An army of aphorisms is always at hand for any situation, whether it is to motivate or enlighten. They give us the will to fight on, they give us the hope to believe in the impossible, they give us the strength to fight the tears…Or do they? The situation of aphorisms and their place in our lives is tricky; while some seem to sum up life in a couple of words, some clearly do not apply anymore. Honesty is NOT the best policy, according to researchers at Toronto University, who found that the earlier a child starts telling convincing lies, the more likely he is to be a success later in life. On the other hand, John Ruskin says, “In general, pride is at the bottom of all great mistakes.” Obviously Bristol Palin doesn’t fit into this equation, seeing as she is paid $15 - $30 thousand to tell teens why they should practice abstinence so they don’t become unwed mothers like her.
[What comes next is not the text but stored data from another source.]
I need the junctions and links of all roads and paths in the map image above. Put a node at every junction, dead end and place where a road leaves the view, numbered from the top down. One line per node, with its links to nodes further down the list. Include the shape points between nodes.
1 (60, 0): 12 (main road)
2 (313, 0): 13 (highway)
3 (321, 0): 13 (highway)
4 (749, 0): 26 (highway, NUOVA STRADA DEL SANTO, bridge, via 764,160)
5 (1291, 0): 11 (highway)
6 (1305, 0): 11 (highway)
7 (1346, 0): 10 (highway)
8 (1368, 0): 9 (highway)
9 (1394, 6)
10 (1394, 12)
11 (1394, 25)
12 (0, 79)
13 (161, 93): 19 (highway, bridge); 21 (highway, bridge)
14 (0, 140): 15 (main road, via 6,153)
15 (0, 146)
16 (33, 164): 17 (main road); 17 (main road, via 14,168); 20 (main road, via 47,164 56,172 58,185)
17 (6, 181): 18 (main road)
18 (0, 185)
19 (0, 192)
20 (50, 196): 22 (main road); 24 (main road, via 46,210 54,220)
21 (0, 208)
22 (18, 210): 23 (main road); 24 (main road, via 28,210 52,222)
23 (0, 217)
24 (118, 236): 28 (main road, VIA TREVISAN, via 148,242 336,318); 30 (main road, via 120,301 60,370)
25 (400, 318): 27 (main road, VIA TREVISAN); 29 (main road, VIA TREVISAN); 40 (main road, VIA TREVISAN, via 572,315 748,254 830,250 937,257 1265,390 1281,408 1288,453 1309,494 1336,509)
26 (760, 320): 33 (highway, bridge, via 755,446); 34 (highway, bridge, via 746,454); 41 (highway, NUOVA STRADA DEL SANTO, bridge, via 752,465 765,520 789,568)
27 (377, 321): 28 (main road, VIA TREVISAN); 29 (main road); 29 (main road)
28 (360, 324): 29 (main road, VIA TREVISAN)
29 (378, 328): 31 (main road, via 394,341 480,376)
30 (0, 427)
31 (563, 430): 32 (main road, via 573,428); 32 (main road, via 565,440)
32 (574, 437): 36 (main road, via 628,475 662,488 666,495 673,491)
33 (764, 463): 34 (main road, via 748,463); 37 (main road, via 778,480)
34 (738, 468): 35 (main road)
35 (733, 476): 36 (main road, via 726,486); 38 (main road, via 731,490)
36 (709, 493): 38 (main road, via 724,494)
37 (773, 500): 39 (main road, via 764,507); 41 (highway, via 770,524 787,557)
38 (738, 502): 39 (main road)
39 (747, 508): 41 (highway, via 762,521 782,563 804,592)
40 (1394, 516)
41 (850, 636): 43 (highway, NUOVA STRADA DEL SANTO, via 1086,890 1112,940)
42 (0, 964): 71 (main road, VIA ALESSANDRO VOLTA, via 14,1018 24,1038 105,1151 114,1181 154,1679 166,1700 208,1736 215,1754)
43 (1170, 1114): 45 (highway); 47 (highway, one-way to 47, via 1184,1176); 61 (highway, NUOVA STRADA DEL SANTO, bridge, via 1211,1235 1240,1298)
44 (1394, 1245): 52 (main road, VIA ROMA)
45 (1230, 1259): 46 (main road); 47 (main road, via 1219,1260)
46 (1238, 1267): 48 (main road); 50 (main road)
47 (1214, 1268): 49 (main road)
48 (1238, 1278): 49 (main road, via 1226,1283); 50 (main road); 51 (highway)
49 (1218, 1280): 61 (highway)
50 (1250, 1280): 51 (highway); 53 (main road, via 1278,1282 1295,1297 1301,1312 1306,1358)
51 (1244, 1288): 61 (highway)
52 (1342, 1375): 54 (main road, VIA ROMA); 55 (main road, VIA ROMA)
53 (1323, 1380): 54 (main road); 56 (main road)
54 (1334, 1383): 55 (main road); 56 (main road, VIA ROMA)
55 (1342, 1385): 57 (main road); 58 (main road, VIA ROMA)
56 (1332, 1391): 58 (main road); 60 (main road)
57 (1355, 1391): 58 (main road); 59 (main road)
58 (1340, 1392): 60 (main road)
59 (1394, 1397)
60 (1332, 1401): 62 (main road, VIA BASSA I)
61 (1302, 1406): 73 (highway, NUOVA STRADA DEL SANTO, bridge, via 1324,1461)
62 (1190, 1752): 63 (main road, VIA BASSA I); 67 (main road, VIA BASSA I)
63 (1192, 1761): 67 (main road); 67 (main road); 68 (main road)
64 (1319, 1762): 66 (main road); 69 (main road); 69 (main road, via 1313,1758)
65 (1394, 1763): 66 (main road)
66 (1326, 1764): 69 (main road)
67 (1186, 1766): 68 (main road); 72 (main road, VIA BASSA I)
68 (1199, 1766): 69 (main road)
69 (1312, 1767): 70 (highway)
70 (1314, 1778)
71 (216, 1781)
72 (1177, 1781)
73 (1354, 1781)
And the irony falls on “sharing is caring” when Robert Mugabe’s gift to Korea – a ‘Noah’s Ark’ of two of every animal from Zimbabwe – is expected to die off in just days.

So does that mean all aphorisms have become obsolete? Let’s consider the words of John Carey: “One of history’s most useful tasks is to bring home to us how keenly, honestly, and painfully past generations pursued aims that now seem to us wrong or disgraceful.” The Things They Carried practically embodies this quote. Yes, it is a book about the Vietnam War. But it is more than that. Not only does he expose the violent gore and his personal trauma, he effectively refutes the existence of these so-called ‘positive’ aphorisms.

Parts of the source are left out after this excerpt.